Tag Archives: cities

Redesigning urban living at scale: the case of “Red Vienna” in the 1920s

I just saw a very inspiring exhibition called Das Rote Wien, (“Red Vienna”) at the Wien Museum. I want to make a quick note of what I saw, since it relates to our reflection around The Reef.

Background: Vienna is, even today, unique. A large percentage (about 20%) of all apartments for rent in the city are owned by the municipality (Gemeinde Wien). Additionally, they are not concentrated in one or few low income areas, but are scattered all across the city. There are no ghettos in Vienna.

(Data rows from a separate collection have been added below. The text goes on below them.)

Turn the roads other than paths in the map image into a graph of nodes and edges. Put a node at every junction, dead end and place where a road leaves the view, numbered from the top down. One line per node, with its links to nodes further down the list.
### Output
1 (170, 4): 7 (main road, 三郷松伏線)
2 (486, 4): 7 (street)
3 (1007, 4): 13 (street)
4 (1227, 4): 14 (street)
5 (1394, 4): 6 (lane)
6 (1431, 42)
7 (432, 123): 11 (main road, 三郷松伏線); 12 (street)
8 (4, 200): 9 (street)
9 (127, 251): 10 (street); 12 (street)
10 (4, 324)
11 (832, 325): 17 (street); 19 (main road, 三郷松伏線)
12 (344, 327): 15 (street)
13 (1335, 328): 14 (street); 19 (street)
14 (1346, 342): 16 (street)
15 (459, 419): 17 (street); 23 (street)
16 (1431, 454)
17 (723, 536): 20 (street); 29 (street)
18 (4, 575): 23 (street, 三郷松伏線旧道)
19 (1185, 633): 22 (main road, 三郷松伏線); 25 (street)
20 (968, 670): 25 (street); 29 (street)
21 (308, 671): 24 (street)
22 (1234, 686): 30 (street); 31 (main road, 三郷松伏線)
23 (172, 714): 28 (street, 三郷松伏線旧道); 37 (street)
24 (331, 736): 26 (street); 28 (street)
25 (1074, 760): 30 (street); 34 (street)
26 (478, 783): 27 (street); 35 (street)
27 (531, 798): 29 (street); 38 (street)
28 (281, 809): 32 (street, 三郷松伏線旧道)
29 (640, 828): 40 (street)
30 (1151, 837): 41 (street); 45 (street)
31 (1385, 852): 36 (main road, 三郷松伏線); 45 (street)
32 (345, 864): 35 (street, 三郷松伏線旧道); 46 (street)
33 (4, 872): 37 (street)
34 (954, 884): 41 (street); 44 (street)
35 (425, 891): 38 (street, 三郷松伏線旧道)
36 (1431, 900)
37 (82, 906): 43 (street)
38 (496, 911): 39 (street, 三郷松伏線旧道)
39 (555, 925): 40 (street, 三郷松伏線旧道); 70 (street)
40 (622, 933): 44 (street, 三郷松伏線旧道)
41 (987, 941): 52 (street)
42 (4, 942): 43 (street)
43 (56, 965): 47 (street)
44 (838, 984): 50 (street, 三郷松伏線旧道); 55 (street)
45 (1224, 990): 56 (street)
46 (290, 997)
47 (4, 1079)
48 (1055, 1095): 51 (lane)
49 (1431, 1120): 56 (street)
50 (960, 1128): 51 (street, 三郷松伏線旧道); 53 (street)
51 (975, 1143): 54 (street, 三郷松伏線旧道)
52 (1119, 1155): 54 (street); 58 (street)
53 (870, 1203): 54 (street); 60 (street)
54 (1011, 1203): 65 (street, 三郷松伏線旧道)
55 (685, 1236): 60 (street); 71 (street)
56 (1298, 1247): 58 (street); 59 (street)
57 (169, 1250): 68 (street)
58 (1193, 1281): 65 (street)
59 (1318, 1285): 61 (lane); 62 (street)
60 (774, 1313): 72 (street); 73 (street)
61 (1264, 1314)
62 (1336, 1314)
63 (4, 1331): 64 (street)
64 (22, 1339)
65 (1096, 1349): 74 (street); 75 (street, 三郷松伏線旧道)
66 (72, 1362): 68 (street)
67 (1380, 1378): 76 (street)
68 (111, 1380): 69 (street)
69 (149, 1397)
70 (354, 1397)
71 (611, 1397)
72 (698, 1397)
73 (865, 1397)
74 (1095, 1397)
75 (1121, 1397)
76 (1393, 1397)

The foundations for this state of affairs were laid in a short period, from 1919 to 1933, called “Red Vienna”. Here is how I understand the situation:

  • The Austrian Empire loses World War 1 and much of its territory. It morphs into a federal republic and turns to socialism. Socialist ideas spread: about the dignity of man, the centrality of urban workers in society, and the role of the state in bringing about a new kind of society. The Socialist party wins a majority in the federal parliament.
  • In 1919, it loses control of the federal government, but maintains a high consensus in Vienna (about 50% of votes throughout the period preceding Austria’s assimilation into Nazi Germany). Socialists refocus on Vienna as the cradle of their utopia.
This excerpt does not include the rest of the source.